Statistical precipitation variability changes under climate change scenarios simulations using a statistical downscaling model (SDSM)

Abstract

The climate impact studies in hydrology often rely on climate change information at fine spatial resolution. However, General Circulation Models (GCMs), which are among the most advanced tools for estimating future climate change scenarios, operate on a coarse scale. Therefore the output from a GCM has to be downscaled to obtain the information relevant to hydrologic studies. The results presented in this thesis have indicated that it is feasible to link large-scale atmospheric variables by GCM simulations from Hadley Centre 3rd generation (HadCM3) outputs with daily precipitation at a local site. Statistical Downscaling Model (SDSM) was applied using three set of data; daily precipitation data for the period 1961-1990 corresponding to Endau rainfall (Station no. 2536168) and Muar (Station no. 2228016) located in Johor at the Southern region of Peninsular Malaysia; The observed daily data of large-scale predictor variables derived from the National Centre for Environmental Prediction (NCEP) and GCM simulations from Hadley Centre 3rd generation (HadCM3).
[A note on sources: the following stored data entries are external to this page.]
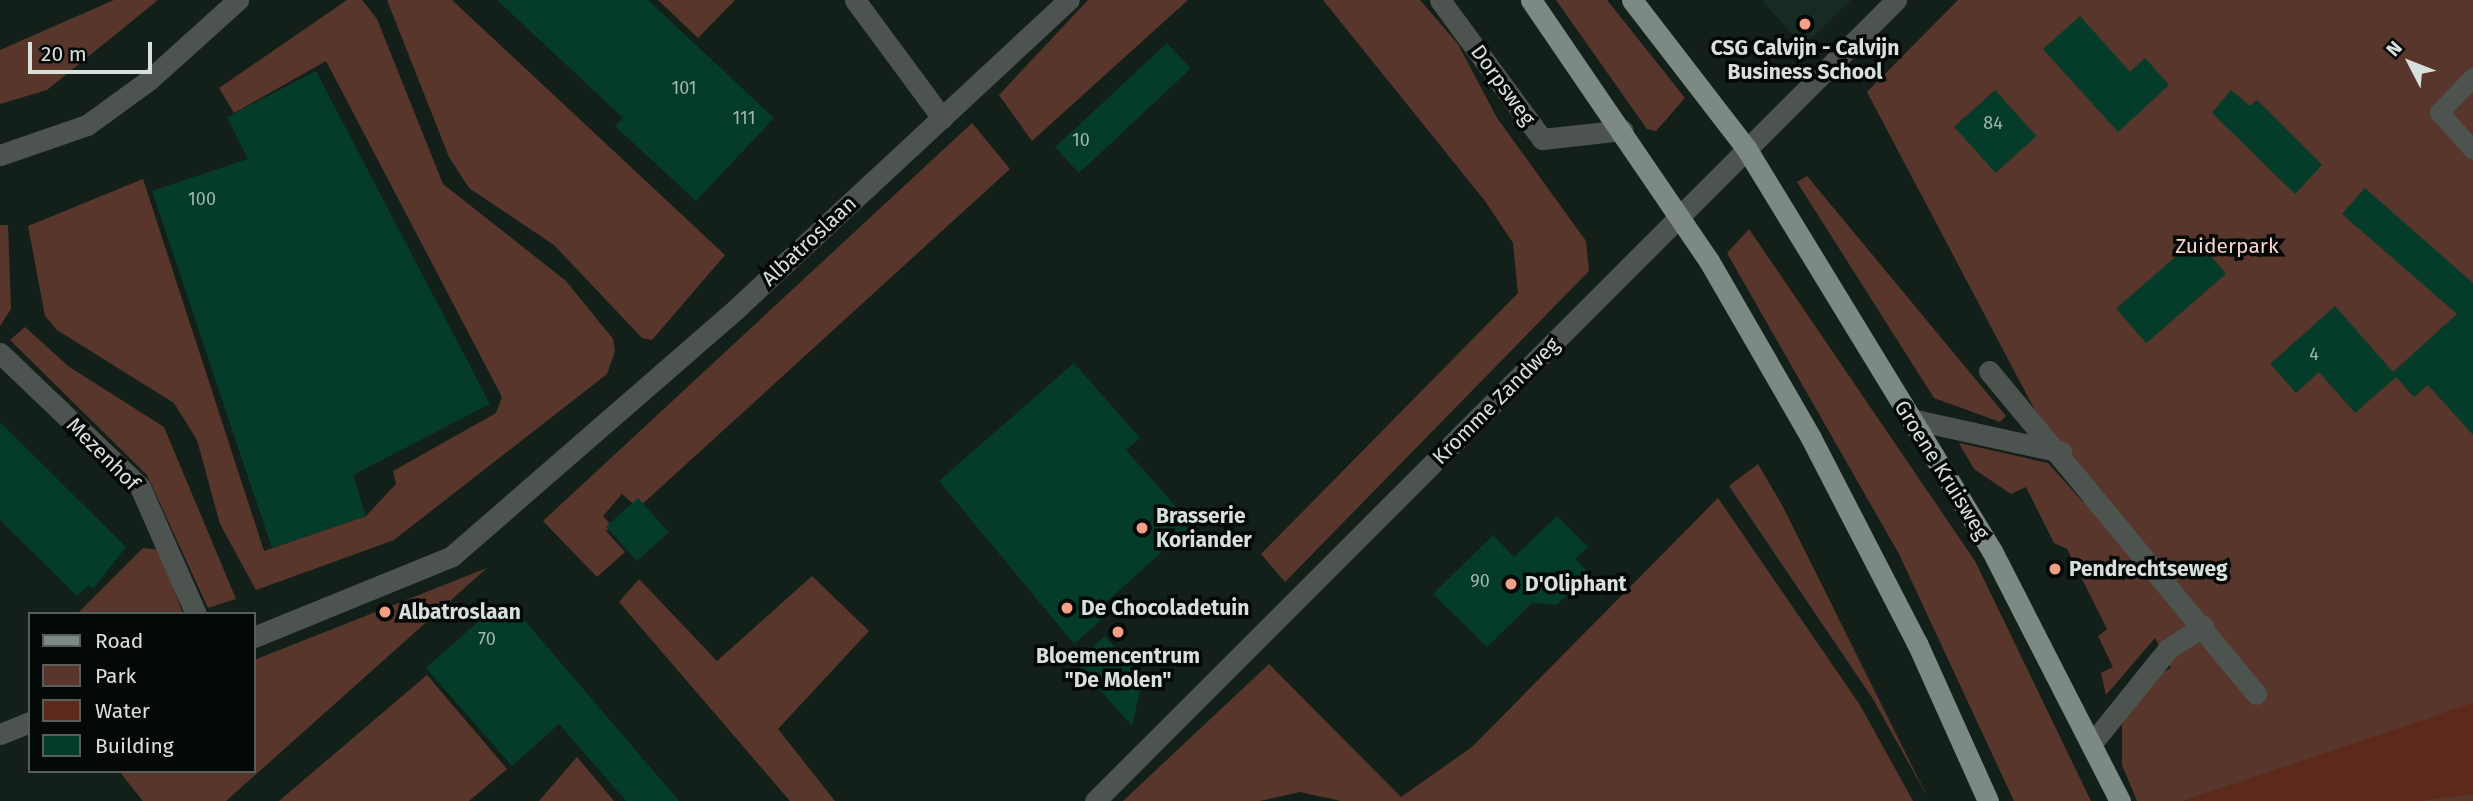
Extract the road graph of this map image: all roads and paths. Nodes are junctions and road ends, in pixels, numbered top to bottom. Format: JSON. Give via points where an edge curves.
{"nodes":[{"id":1,"x":238,"y":0,"type":"edge"},
{"id":2,"x":855,"y":0,"type":"edge"},
{"id":3,"x":1069,"y":0,"type":"edge"},
{"id":4,"x":1440,"y":0,"type":"edge"},
{"id":5,"x":1531,"y":0,"type":"edge"},
{"id":6,"x":1632,"y":0,"type":"edge"},
{"id":7,"x":1896,"y":0,"type":"edge"},
{"id":8,"x":2473,"y":77,"type":"edge"},
{"id":9,"x":942,"y":118,"type":"junction"},
{"id":10,"x":1623,"y":130,"type":"junction"},
{"id":11,"x":1746,"y":148,"type":"junction"},
{"id":12,"x":2473,"y":149,"type":"edge"},
{"id":13,"x":0,"y":155,"type":"edge"},
{"id":14,"x":1679,"y":216,"type":"junction"},
{"id":15,"x":0,"y":353,"type":"edge"},
{"id":16,"x":1989,"y":370,"type":"dead end"},
{"id":17,"x":1911,"y":419,"type":"junction"},
{"id":18,"x":2060,"y":452,"type":"junction"},
{"id":19,"x":195,"y":612,"type":"edge"},
{"id":20,"x":2203,"y":626,"type":"junction"},
{"id":21,"x":256,"y":636,"type":"edge"},
{"id":22,"x":2256,"y":694,"type":"dead end"},
{"id":23,"x":28,"y":723,"type":"edge"},
{"id":24,"x":0,"y":734,"type":"edge"},
{"id":25,"x":2094,"y":742,"type":"junction"},
{"id":26,"x":2119,"y":797,"type":"edge"},
{"id":27,"x":1095,"y":801,"type":"edge"},
{"id":28,"x":1988,"y":801,"type":"edge"}],
"edges":[{"from":1,"to":13,"type":"street","via":[[149,80],[87,125]]},
{"from":2,"to":9,"type":"street"},
{"from":3,"to":9,"type":"street","name":"Albatroslaan"},
{"from":4,"to":10,"type":"street","name":"Dorpsweg","via":[[1542,139]]},
{"from":5,"to":10,"type":"main road"},
{"from":6,"to":11,"type":"main road"},
{"from":7,"to":11,"type":"street","name":"Kromme Zandweg"},
{"from":8,"to":12,"type":"lane","via":[[2439,112]]},
{"from":9,"to":21,"type":"street","name":"Albatroslaan","via":[[452,556]]},
{"from":10,"to":14,"type":"main road"},
{"from":11,"to":14,"type":"street","name":"Kromme Zandweg"},
{"from":11,"to":17,"type":"main road","name":"Groene Kruisweg"},
{"from":14,"to":27,"type":"street","name":"Kromme Zandweg"},
{"from":14,"to":28,"type":"main road","via":[[1866,538]]},
{"from":15,"to":19,"type":"street","name":"Mezenhof","via":[[139,487]]},
{"from":16,"to":18,"type":"street"},
{"from":17,"to":18,"type":"street"},
{"from":17,"to":25,"type":"main road","name":"Groene Kruisweg","via":[[2019,596]]},
{"from":18,"to":20,"type":"street"},
{"from":20,"to":22,"type":"street"},
{"from":20,"to":25,"type":"street","via":[[2168,649]]},
{"from":23,"to":24,"type":"street"},
{"from":25,"to":26,"type":"main road","name":"Groene Kruisweg"}]}
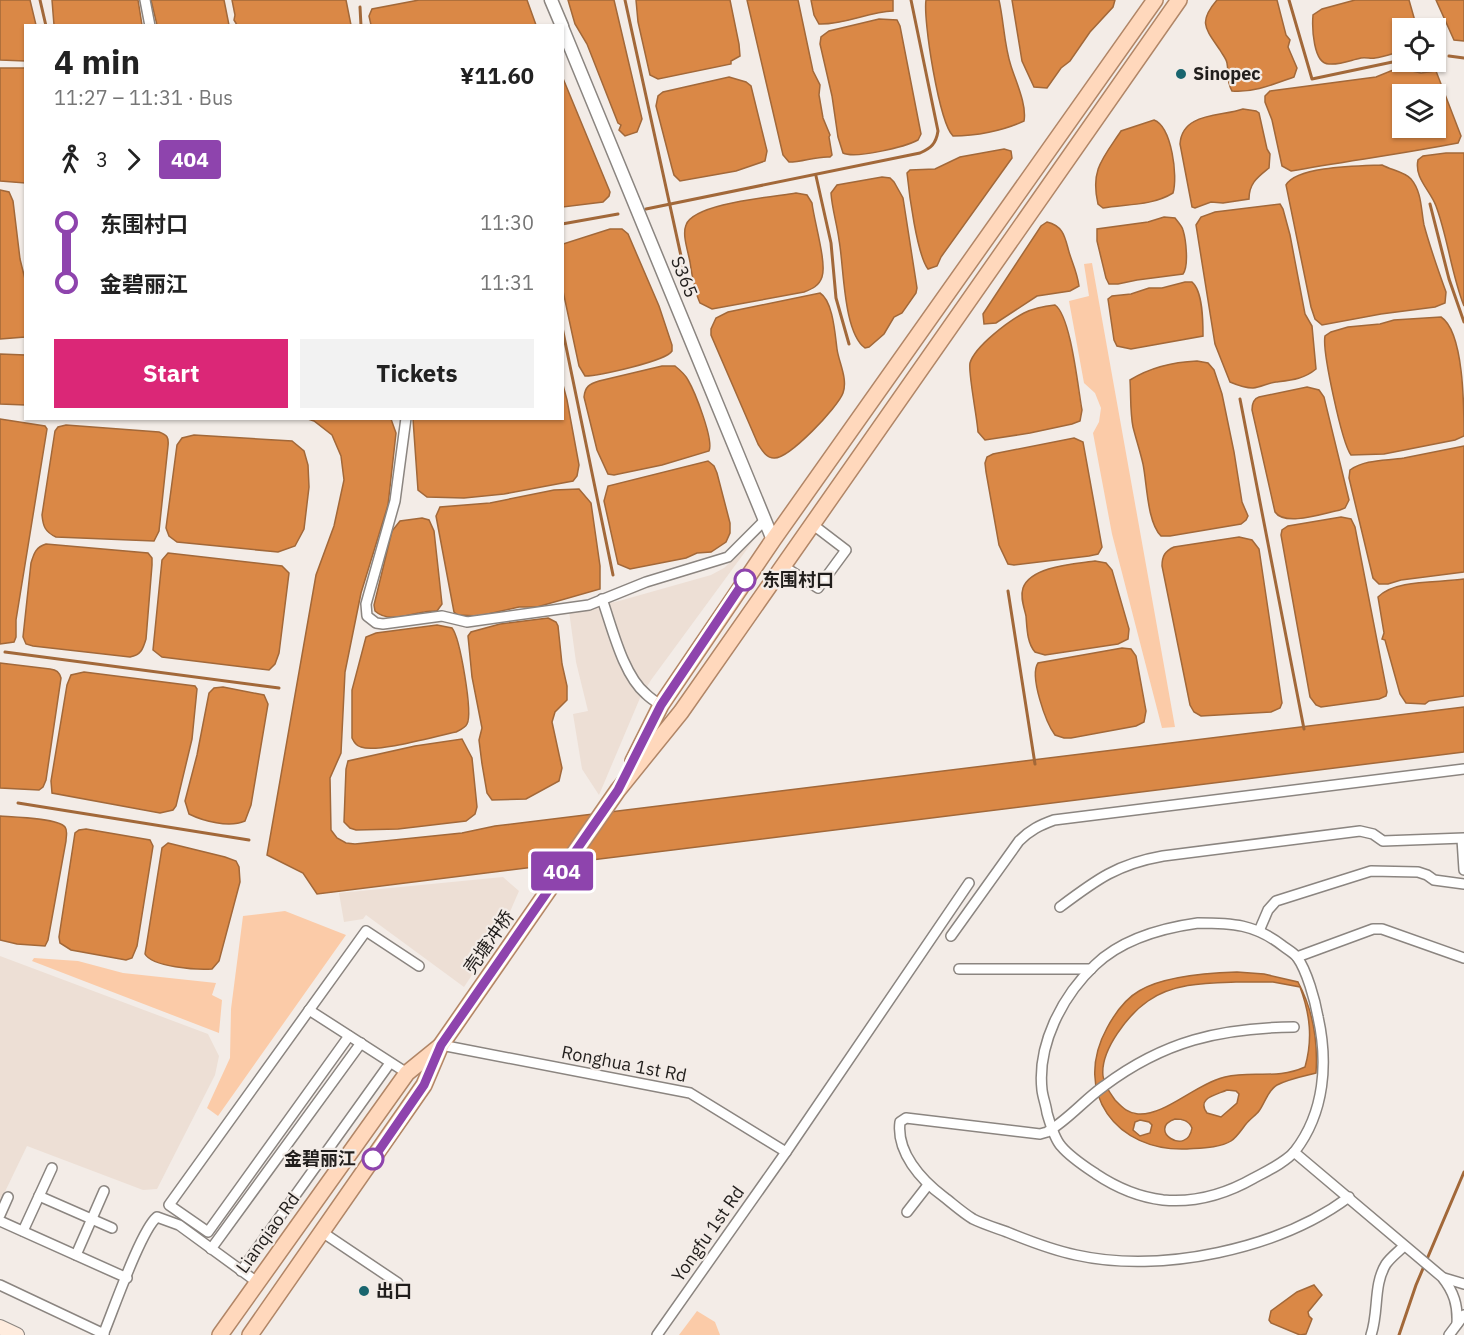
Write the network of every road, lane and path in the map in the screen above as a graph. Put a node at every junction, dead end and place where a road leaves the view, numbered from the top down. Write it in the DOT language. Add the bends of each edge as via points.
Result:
graph roads {
  1 [pos="145,0"];
  2 [pos="551,0"];
  3 [pos="1155,0"];
  4 [pos="1179,0"];
  5 [pos="1145,14"];
  6 [pos="150,24"];
  7 [pos="561,24"];
  8 [pos="1161,25"];
  9 [pos="564,31"];
  10 [pos="406,420"];
  11 [pos="765,520"];
  12 [pos="812,524"];
  13 [pos="773,540"];
  14 [pos="792,553"];
  15 [pos="783,566"];
  16 [pos="602,599"];
  17 [pos="661,705"];
  18 [pos="1464,769"];
  19 [pos="618,790"];
  20 [pos="1463,838"];
  21 [pos="1464,870"];
  22 [pos="969,883"];
  23 [pos="1464,884"];
  24 [pos="1060,907"];
  25 [pos="1259,931"];
  26 [pos="951,936"];
  27 [pos="1297,957"];
  28 [pos="1464,958"];
  29 [pos="418,966"];
  30 [pos="959,969"];
  31 [pos="1091,969"];
  32 [pos="309,1010"];
  33 [pos="453,1027"];
  34 [pos="1294,1027"];
  35 [pos="349,1036"];
  36 [pos="361,1043"];
  37 [pos="441,1045"];
  38 [pos="390,1063"];
  39 [pos="407,1073"];
  40 [pos="1053,1129"];
  41 [pos="786,1152"];
  42 [pos="1294,1152"];
  43 [pos="52,1168"];
  44 [pos="928,1185"];
  45 [pos="104,1191"];
  46 [pos="39,1196"];
  47 [pos="8,1197"];
  48 [pos="1349,1197"];
  49 [pos="907,1212"];
  50 [pos="0,1215"];
  51 [pos="92,1219"];
  52 [pos="0,1221"];
  53 [pos="112,1228"];
  54 [pos="23,1231"];
  55 [pos="322,1232"];
  56 [pos="1404,1246"];
  57 [pos="211,1249"];
  58 [pos="76,1255"];
  59 [pos="241,1270"];
  60 [pos="1442,1277"];
  61 [pos="127,1278"];
  62 [pos="257,1282"];
  63 [pos="398,1283"];
  64 [pos="1464,1284"];
  65 [pos="0,1285"];
  66 [pos="245,1299"];
  67 [pos="265,1314"];
  68 [pos="1464,1315"];
  69 [pos="1457,1324"];
  70 [pos="0,1327"];
  71 [pos="224,1329"];
  72 [pos="104,1334"];
  73 [pos="17,1335"];
  74 [pos="214,1335"];
  75 [pos="250,1335"];
  76 [pos="657,1335"];
  77 [pos="1371,1335"];
  78 [pos="1449,1335"];
  1 -- 6 [label="street"];
  2 -- 7 [label="street, S365"];
  3 -- 5 [label="main road"];
  4 -- 8 [label="main road"];
  5 -- 8 [label="main road"];
  5 -- 13 [label="main road"];
  8 -- 12 [label="main road"];
  9 -- 11 [label="street, S365"];
  10 -- 16 [label="street" via="395,501 366,604 370,619 383,624 442,616 467,622 589,605"];
  11 -- 13 [label="street, S365"];
  11 -- 16 [label="street" via="728,557"];
  12 -- 14 [label="main road"];
  12 -- 15 [label="street" via="846,550 818,588"];
  13 -- 14 [label="main road"];
  13 -- 17 [label="main road"];
  14 -- 15 [label="main road"];
  15 -- 19 [label="main road" via="681,712"];
  16 -- 17 [label="street" via="635,682"];
  17 -- 19 [label="main road"];
  18 -- 26 [label="street" via="1041,824 1019,841"];
  19 -- 33 [label="main road, 壳塘冲桥"];
  20 -- 21 [label="street"];
  20 -- 24 [label="street" via="1383,841 1360,831 1163,856 1118,868"];
  22 -- 41 [label="street, Yongfu 1st Rd"];
  23 -- 25 [label="street" via="1434,880 1418,872 1371,872 1276,901"];
  25 -- 27 [label="street"];
  25 -- 31 [label="street" via="1226,923 1171,927 1119,948"];
  27 -- 28 [label="street" via="1373,928"];
  27 -- 42 [label="street" via="1316,1005 1324,1056 1318,1106"];
  29 -- 32 [label="street" via="366,931"];
  30 -- 31 [label="street"];
  31 -- 40 [label="street" via="1061,1008 1049,1034 1042,1090"];
  32 -- 35 [label="street"];
  32 -- 35 [label="street" via="169,1205 208,1232"];
  33 -- 37 [label="main road, Lianqiao Rd"];
  34 -- 40 [label="street" via="1225,1031 1160,1052 1118,1076"];
  35 -- 36 [label="street"];
  36 -- 38 [label="street"];
  36 -- 57 [label="street"];
  37 -- 39 [label="main road, Lianqiao Rd"];
  37 -- 41 [label="street, Ronghua 1st Rd" via="690,1093"];
  37 -- 55 [label="main road, Lianqiao Rd" via="424,1085"];
  38 -- 39 [label="street"];
  38 -- 59 [label="street"];
  39 -- 62 [label="main road, Lianqiao Rd"];
  40 -- 42 [label="street" via="1059,1145 1106,1181 1133,1194 1163,1200 1194,1200 1220,1194 1246,1183"];
  40 -- 44 [label="street" via="1040,1134 902,1119 900,1135 908,1158"];
  41 -- 76 [label="street, Yongfu 1st Rd"];
  42 -- 48 [label="street"];
  43 -- 46 [label="street"];
  44 -- 48 [label="street" via="973,1218 1024,1239 1076,1256 1130,1262 1183,1259 1237,1249 1290,1230"];
  44 -- 49 [label="street"];
  45 -- 51 [label="street"];
  46 -- 51 [label="street"];
  46 -- 54 [label="street"];
  47 -- 50 [label="street"];
  48 -- 56 [label="street"];
  51 -- 53 [label="street"];
  51 -- 58 [label="street"];
  52 -- 54 [label="street"];
  54 -- 58 [label="street"];
  55 -- 63 [label="street"];
  55 -- 67 [label="main road, Lianqiao Rd"];
  56 -- 60 [label="street"];
  56 -- 77 [label="street" via="1387,1262 1380,1277"];
  57 -- 59 [label="street"];
  57 -- 61 [label="street" via="179,1225 157,1217"];
  58 -- 61 [label="street"];
  59 -- 62 [label="street"];
  60 -- 64 [label="street"];
  60 -- 69 [label="street" via="1455,1300"];
  61 -- 72 [label="street"];
  62 -- 66 [label="main road, Lianqiao Rd"];
  65 -- 72 [label="street"];
  66 -- 67 [label="main road"];
  66 -- 71 [label="main road, Lianqiao Rd"];
  67 -- 75 [label="main road, Lianqiao Rd"];
  68 -- 69 [label="street"];
  69 -- 78 [label="street"];
  70 -- 73 [label="main road"];
  71 -- 74 [label="main road, Lianqiao Rd"];
}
The HadCM3 data from 1961 to 2099 were extracted for 30-year time slices. The result clearly shows increasing increment of daily mean precipitation of most of the months within a year in comparison to current 1961-1990 to future projections 2020’s, 2050’s and 2080’s considering SRES A2 and B2 scenarios developed by the Intergovernmental Panel on Climate Change (IPCC). Frequency analysis techniques were carried out using the observed annual daily maximum precipitation for period 1961-1990 and downscaled future periods 2020’s, 2050’s and 2080’s. Therefore, it does appear that SDSM can be considered as a bench mark model to interpret the impact of climate change.